*ACTION ITEM*. A single figure is wanted: the count of lines below containing the string "roads".

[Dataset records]

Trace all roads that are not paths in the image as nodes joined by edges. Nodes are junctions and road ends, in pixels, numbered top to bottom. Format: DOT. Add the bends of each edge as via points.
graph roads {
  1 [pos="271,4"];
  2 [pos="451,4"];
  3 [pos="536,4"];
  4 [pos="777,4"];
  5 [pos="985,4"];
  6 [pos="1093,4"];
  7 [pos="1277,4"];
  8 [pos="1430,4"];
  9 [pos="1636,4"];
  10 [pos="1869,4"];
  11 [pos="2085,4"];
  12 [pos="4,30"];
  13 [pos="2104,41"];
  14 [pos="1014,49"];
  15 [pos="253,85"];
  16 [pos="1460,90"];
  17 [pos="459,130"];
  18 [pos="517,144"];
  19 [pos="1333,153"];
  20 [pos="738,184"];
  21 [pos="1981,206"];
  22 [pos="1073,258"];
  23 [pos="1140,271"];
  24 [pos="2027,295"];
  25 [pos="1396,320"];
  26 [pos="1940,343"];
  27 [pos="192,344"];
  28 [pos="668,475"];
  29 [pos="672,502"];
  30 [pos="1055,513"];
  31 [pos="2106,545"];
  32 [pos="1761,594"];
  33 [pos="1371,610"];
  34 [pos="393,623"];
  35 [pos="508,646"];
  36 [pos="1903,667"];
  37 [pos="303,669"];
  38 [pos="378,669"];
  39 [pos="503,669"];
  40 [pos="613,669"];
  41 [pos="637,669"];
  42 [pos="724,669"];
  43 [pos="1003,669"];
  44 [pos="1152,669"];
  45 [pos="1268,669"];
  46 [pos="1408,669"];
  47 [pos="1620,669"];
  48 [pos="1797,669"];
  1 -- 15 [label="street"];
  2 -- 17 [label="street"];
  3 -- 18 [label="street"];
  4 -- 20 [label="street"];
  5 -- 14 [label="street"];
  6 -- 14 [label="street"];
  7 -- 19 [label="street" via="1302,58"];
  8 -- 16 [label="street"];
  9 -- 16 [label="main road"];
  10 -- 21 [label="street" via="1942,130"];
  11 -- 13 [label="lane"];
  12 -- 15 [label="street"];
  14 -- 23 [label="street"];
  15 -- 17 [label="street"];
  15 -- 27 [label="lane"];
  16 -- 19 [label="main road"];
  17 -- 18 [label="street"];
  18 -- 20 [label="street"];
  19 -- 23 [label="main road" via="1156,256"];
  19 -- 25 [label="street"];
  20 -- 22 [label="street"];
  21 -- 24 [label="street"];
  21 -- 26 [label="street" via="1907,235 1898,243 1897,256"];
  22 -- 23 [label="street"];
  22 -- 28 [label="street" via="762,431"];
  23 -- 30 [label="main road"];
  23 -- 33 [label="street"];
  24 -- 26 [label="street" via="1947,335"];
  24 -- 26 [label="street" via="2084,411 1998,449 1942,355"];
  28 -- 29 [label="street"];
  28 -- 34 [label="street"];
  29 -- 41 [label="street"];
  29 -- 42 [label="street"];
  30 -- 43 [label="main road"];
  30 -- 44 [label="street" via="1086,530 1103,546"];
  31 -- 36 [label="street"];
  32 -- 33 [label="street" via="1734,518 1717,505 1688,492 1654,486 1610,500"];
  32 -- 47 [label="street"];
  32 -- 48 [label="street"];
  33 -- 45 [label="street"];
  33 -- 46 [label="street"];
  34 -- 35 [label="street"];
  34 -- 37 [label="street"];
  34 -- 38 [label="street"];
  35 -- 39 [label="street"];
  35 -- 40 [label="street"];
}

*SOLUTION BELOW*. 2